Still, I stand by my prejudices, even if I can’t defend them.

Here’s an interesting exception. Rather than adding hop-flavored sugar syrup mixed up in some lab, which is what Hiram Walker and its ilk would do, Sons of Liberty set out to create a whiskey that evoked refreshing summertime IPA beer by actually distilling an IPA beer wash, suspending hops in a gin basket during pot-still distillation, and then dry-hopping the finished (aged) whiskey! No sugar syrup, no weird chemicals, just artisanal ingredients treated with respect and the creative use of traditional brewing and distilling methods to craft something innovative. I can bend my indefensible position on flavored whiskies for that.

Sons of Liberty’s Hop Flavored Whiskey is a seasonal release (they also have a Pumpkin one). Distilled from an IPA (India Pale Ale) wash, and then distilled with a gin basket hung in the pot still containing Cascade and Centennial hops. The resulting “whiskey” (or malt gin?) is aged for less than 2 years in American oak and then dry-hopped with Citra and Sorachi Ace hops before bottling at 40% ABV.

Batch #3, Bottle #447

Nose: Piercing notes of grapefuit juice, pine sap, and orange peel. Very perfumed, with fruits and florals in dizzying number. Not particularly bitter (yet), but very strongly reminiscent of the scent of a freshly-poured draft IPA. The whisky notes are overshadowed by the hops, but there is a biscuity, fruitcake-like depth to the aroma.

Palate: Sweet. Medium-bodied, with hops notes that are at first strongly bitter, and then calm down and become familiar – pine resin, lemon peel. There is a slight undercurrent of pale malt and vanilla, but as an afterthought.

Finish: On the short side. Surprisingly not bitter. Some of the fruit notes linger, becoming jammy. Fades with pine, lemon.

With Water: Oddly, a few drops of water seem to mute the hop notes, leaving not a whole lot behind. I would definitely not add any water to this. Out of curiosity, I tried a dram of this on ice and found the same thing – the hop notes are very muted and without them, there isn’t much else going on.
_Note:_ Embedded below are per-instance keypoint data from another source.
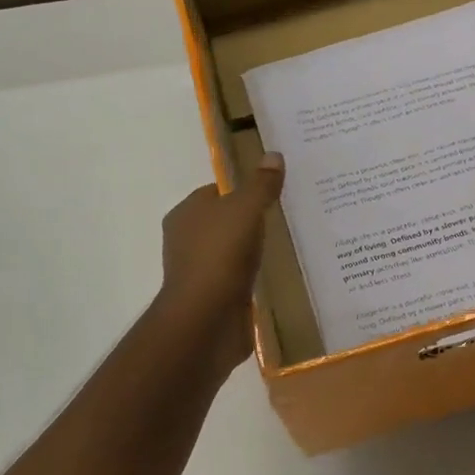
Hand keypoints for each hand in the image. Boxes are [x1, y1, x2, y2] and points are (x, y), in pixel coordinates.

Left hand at [153, 154, 284, 373]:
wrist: (205, 320)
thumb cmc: (220, 256)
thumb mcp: (245, 210)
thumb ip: (260, 185)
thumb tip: (274, 155)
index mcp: (186, 213)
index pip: (217, 192)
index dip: (244, 189)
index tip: (275, 191)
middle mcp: (187, 240)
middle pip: (225, 221)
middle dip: (251, 220)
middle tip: (288, 216)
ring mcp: (199, 271)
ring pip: (231, 252)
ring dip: (253, 250)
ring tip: (288, 244)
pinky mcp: (213, 298)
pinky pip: (237, 279)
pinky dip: (253, 276)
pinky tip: (276, 276)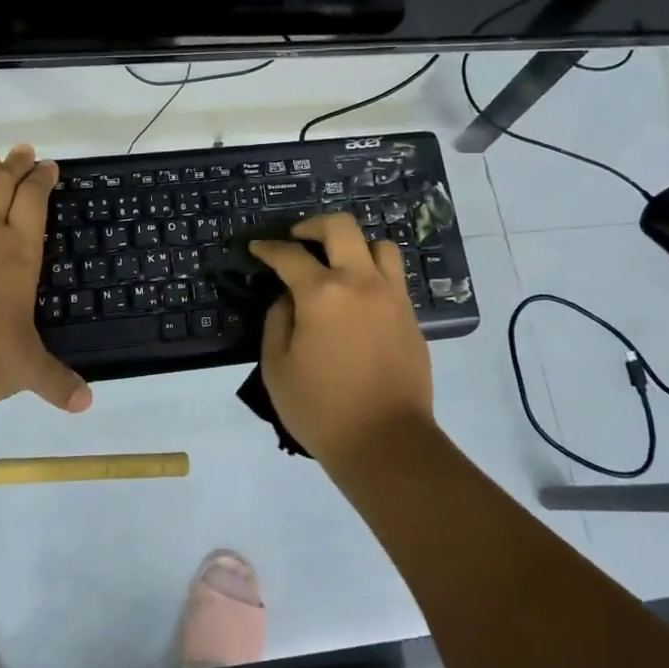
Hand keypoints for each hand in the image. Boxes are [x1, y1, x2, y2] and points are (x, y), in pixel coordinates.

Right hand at [249, 213, 433, 467]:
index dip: (269, 248)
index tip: (257, 247)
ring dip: (354, 245)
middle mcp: (361, 282)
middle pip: (341, 227)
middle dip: (313, 225)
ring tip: (338, 263)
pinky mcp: (411, 316)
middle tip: (298, 238)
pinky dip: (373, 272)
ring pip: (379, 245)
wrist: (386, 442)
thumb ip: (277, 321)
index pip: (290, 255)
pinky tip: (359, 294)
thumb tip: (288, 298)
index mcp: (322, 294)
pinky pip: (393, 276)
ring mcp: (392, 296)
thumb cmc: (321, 409)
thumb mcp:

I would either drink this neat or use it to create a subtly hop-infused whiskey cocktail.

Overall: There is no question that the hop character is fully and prominently displayed, with all of the full range of hop-derived flavors and aromas but amplified and carried by the alcohol, to the point that the whiskey itself is little more than a vehicle for the distilled, concentrated essence of IPA. Surely this was the point, and it’s one of the more successful flavored whiskies I’ve tasted. I’m very glad that the “flavoring” of this whisky is restricted to the use of hops, rather than the type of sugar-laden syrup that other flavored whiskies suffer from. I suggest that if you come across a bottle of this and you’re a fan of hoppy beer that you buy it just for the novelty of it. You won’t be disappointed by the quality, even if you’re not really sure what to do with a hop-flavored “whiskey”!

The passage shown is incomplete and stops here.